> Action item
From the entries below, copy out every line with "Karl" in it.

> Saved entries
[Start of section]

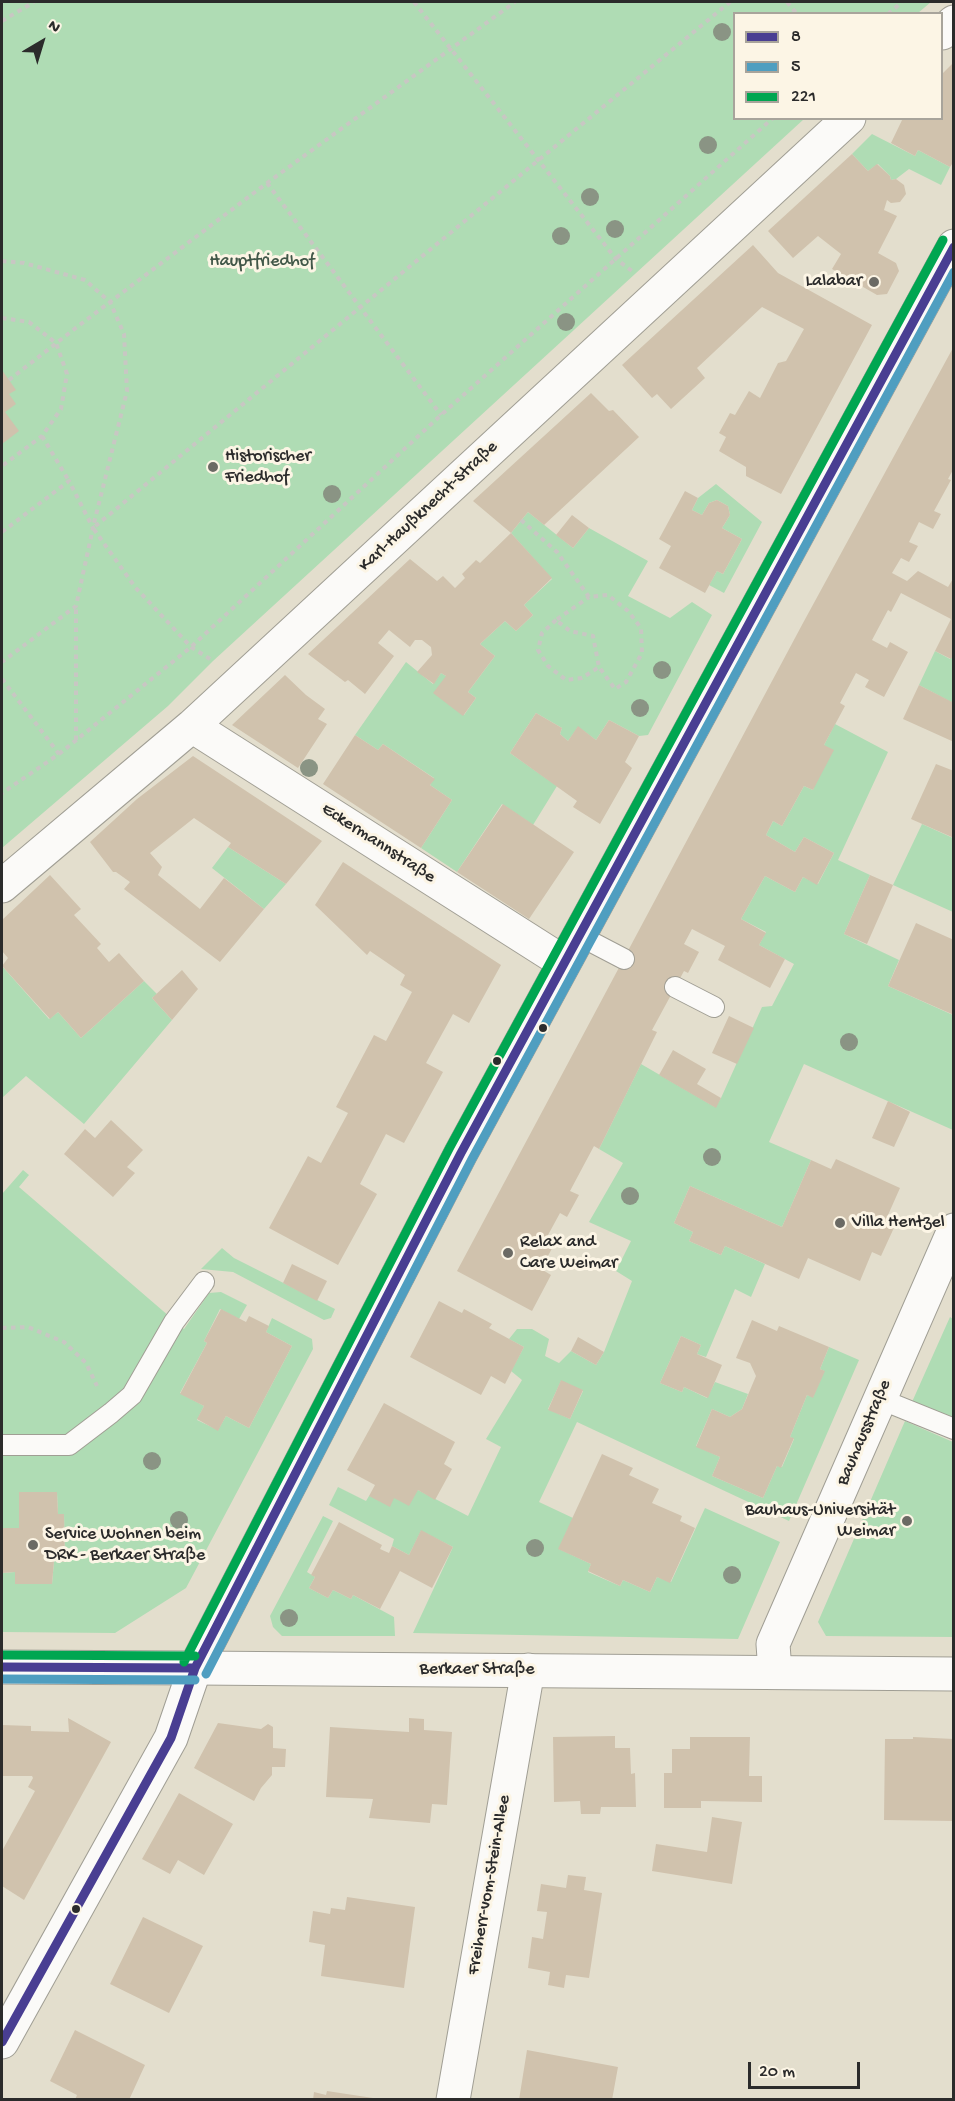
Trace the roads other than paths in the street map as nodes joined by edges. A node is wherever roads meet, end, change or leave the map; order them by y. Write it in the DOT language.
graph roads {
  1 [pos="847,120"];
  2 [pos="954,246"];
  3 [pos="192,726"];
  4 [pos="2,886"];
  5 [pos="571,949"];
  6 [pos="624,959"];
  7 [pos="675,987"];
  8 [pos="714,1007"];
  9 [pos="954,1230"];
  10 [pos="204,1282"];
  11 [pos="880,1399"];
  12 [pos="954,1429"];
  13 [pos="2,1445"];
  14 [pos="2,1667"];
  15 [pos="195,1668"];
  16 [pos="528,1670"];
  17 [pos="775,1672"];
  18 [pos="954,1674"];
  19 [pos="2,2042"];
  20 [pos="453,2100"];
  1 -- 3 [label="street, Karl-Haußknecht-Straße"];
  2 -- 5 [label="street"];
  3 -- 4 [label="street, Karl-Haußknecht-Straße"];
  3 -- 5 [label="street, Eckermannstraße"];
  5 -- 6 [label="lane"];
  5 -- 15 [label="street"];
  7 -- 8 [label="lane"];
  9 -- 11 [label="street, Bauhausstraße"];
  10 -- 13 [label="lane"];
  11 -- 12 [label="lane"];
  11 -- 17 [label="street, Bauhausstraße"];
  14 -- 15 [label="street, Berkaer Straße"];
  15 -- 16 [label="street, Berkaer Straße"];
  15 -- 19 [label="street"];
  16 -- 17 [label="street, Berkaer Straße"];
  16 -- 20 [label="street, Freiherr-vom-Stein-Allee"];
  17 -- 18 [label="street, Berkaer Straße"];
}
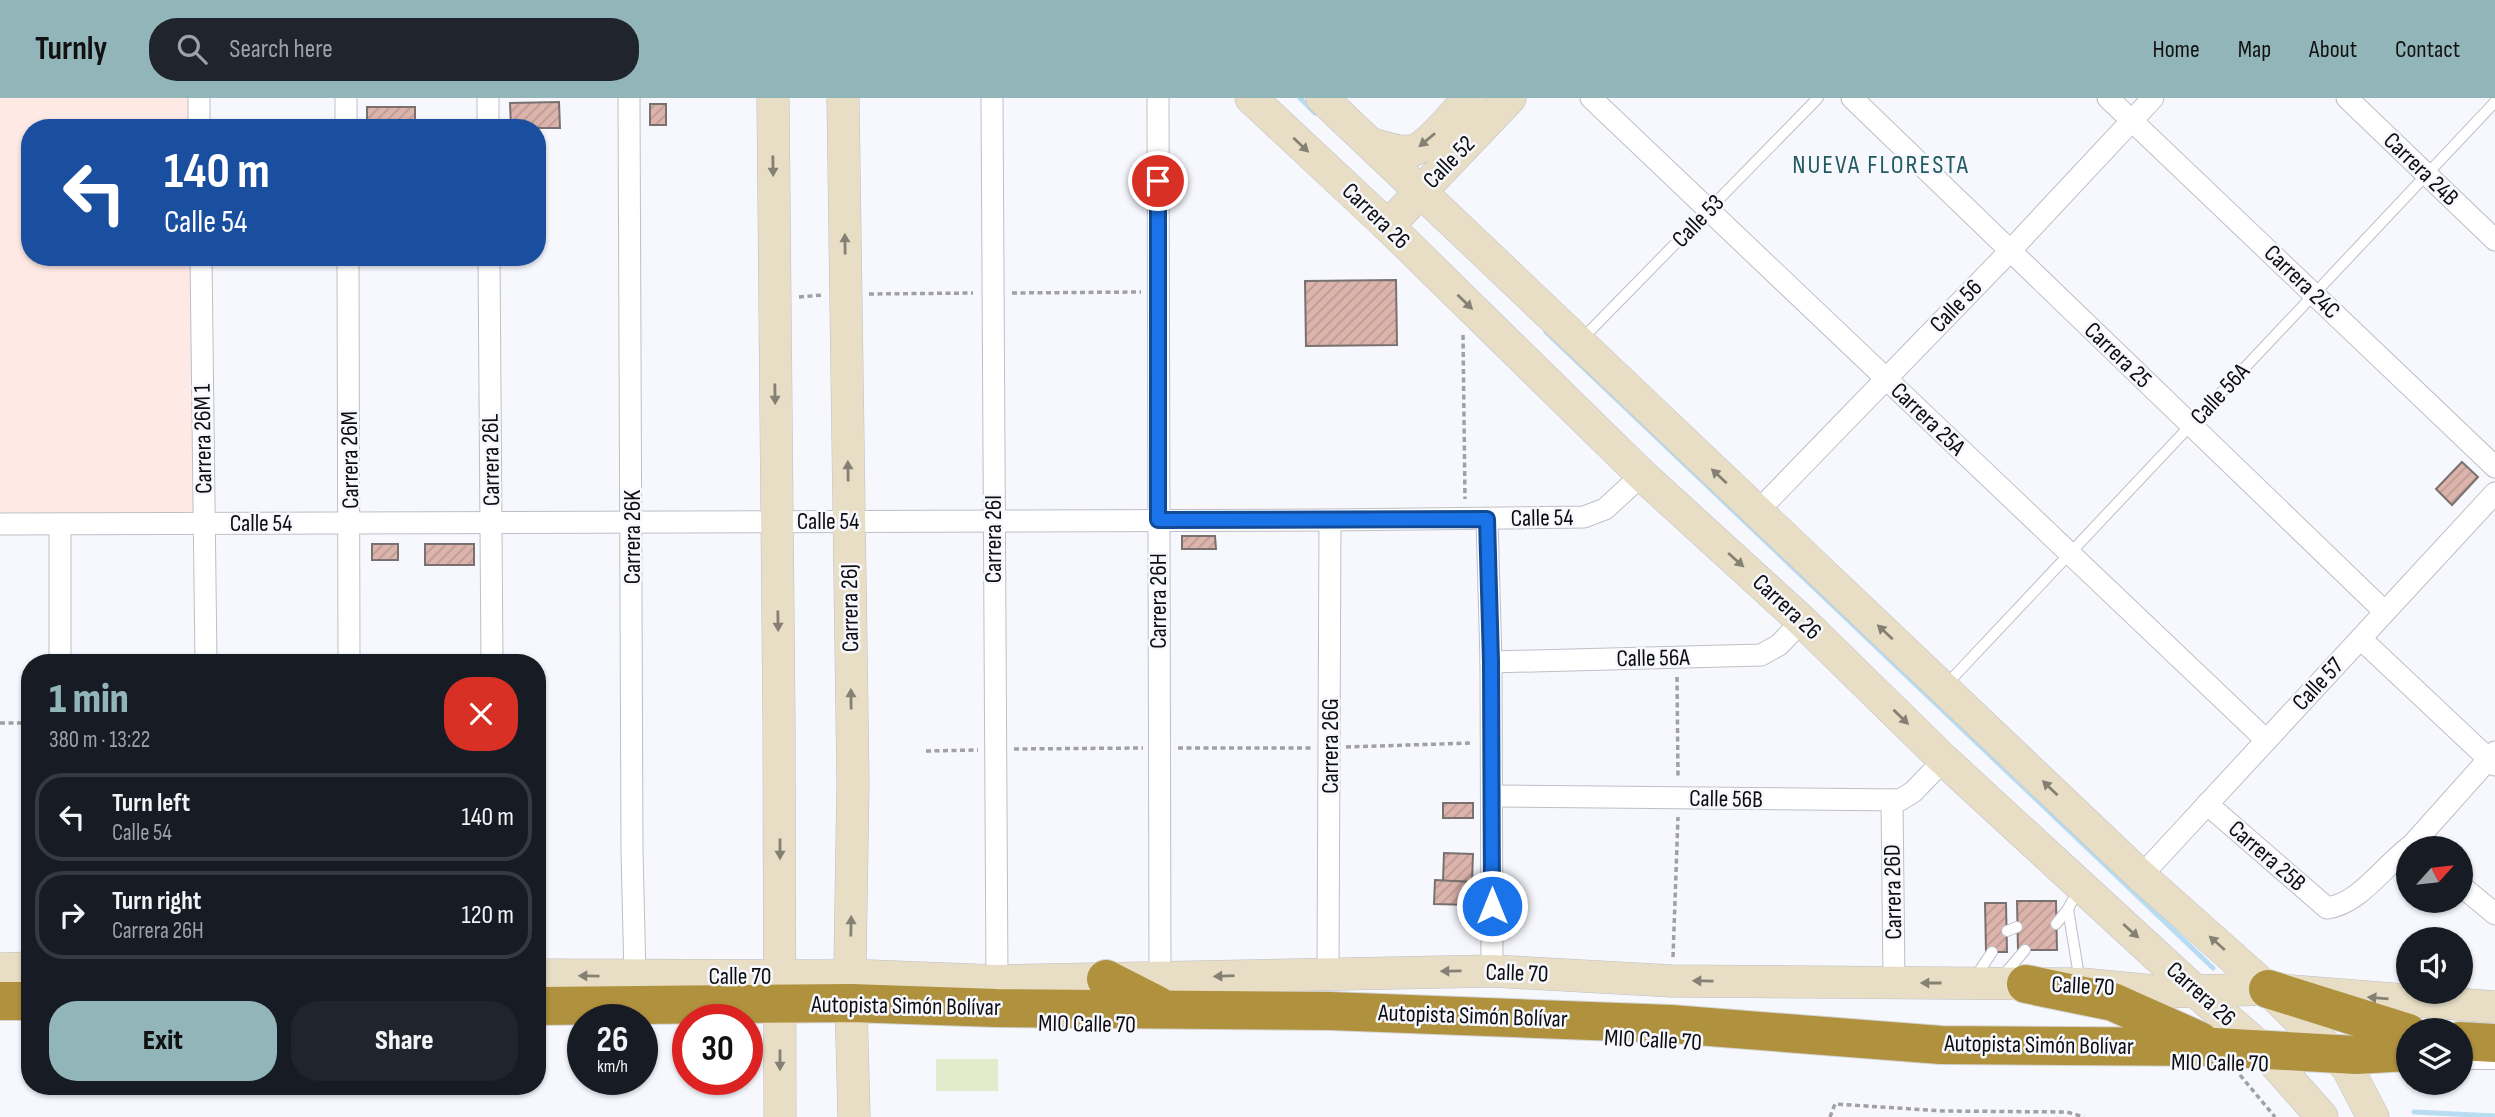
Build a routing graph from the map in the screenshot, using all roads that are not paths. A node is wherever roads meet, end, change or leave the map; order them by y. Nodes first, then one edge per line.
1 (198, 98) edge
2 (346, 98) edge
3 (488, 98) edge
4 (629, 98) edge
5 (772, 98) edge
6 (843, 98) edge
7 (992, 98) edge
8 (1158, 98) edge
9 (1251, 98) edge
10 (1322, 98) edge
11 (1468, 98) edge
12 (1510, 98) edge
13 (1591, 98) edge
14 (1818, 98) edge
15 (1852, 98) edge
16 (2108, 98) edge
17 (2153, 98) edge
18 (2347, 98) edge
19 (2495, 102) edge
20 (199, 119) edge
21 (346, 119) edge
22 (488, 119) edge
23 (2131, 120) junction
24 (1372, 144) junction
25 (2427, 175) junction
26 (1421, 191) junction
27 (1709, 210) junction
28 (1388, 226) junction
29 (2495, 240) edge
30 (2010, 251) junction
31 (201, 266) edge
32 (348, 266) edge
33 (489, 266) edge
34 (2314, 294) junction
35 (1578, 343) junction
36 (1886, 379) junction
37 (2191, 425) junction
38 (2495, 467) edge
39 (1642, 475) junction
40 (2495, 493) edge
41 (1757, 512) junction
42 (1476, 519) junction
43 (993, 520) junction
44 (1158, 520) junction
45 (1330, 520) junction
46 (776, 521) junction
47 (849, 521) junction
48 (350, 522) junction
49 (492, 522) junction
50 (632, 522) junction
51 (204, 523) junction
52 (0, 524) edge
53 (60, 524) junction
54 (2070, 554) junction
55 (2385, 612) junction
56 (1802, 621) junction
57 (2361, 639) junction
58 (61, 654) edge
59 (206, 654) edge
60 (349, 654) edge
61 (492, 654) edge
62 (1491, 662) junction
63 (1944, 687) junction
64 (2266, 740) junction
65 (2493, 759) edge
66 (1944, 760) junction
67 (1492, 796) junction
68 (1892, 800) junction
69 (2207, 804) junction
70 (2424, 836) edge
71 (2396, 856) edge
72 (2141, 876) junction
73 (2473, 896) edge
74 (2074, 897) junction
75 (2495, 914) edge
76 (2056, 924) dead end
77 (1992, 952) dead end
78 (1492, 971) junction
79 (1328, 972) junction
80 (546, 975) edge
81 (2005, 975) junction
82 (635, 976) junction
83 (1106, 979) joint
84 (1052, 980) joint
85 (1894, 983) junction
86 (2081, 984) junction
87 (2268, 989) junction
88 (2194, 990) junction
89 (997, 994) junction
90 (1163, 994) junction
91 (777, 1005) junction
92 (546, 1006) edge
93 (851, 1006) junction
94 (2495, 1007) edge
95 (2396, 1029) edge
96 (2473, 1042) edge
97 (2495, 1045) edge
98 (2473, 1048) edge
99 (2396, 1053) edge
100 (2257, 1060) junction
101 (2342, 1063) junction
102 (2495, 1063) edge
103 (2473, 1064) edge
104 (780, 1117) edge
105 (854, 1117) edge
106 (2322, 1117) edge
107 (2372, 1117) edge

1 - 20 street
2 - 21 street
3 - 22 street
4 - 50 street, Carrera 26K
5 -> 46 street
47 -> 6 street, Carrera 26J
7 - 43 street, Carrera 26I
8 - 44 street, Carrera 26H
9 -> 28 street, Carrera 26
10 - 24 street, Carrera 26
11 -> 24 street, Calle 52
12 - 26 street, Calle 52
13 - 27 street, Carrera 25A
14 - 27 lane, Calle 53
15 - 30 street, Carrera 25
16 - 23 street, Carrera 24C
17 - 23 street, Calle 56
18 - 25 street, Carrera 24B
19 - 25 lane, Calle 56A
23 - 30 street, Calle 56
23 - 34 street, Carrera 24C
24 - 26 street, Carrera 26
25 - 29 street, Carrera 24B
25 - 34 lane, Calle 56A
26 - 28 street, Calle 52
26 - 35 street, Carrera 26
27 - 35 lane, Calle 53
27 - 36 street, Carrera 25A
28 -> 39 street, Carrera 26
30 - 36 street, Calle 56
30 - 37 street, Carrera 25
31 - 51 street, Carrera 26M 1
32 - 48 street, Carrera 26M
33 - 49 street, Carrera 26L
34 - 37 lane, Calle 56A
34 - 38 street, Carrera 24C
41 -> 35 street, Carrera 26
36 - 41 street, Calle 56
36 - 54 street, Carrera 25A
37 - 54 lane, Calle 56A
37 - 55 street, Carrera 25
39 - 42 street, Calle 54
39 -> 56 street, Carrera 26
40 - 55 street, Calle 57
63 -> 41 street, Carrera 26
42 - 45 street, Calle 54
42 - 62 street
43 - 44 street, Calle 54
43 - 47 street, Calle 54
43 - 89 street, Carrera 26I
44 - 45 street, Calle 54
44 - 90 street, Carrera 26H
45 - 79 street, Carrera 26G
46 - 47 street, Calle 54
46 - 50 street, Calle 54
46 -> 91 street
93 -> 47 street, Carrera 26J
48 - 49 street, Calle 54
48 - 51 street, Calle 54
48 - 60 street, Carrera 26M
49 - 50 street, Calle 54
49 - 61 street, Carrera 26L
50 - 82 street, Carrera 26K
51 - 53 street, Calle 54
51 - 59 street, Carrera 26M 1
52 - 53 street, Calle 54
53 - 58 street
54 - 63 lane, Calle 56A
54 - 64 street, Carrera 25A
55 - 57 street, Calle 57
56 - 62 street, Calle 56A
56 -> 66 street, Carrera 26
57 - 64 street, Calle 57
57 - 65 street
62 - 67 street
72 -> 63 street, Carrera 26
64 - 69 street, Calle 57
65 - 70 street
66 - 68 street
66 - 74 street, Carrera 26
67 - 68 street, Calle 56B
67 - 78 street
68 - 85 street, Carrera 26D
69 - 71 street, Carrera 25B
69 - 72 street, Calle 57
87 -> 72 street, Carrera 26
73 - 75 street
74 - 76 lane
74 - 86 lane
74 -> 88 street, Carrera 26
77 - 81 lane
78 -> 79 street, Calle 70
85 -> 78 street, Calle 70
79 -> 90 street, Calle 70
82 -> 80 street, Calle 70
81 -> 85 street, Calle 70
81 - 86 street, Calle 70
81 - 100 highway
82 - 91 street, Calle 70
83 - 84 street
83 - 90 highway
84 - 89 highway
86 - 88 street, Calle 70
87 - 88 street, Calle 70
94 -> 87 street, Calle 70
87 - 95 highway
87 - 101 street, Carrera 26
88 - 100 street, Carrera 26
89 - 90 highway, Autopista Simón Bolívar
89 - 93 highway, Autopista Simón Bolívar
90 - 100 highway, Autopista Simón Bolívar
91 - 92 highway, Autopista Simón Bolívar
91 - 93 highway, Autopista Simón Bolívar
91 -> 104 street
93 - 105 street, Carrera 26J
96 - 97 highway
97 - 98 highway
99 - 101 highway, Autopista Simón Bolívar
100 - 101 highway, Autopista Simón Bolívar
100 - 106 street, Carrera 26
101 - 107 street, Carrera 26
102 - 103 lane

[End of section]

> Solution to the exercise
  1 -- 3 [label="street, Karl-Haußknecht-Straße"];
  3 -- 4 [label="street, Karl-Haußknecht-Straße"];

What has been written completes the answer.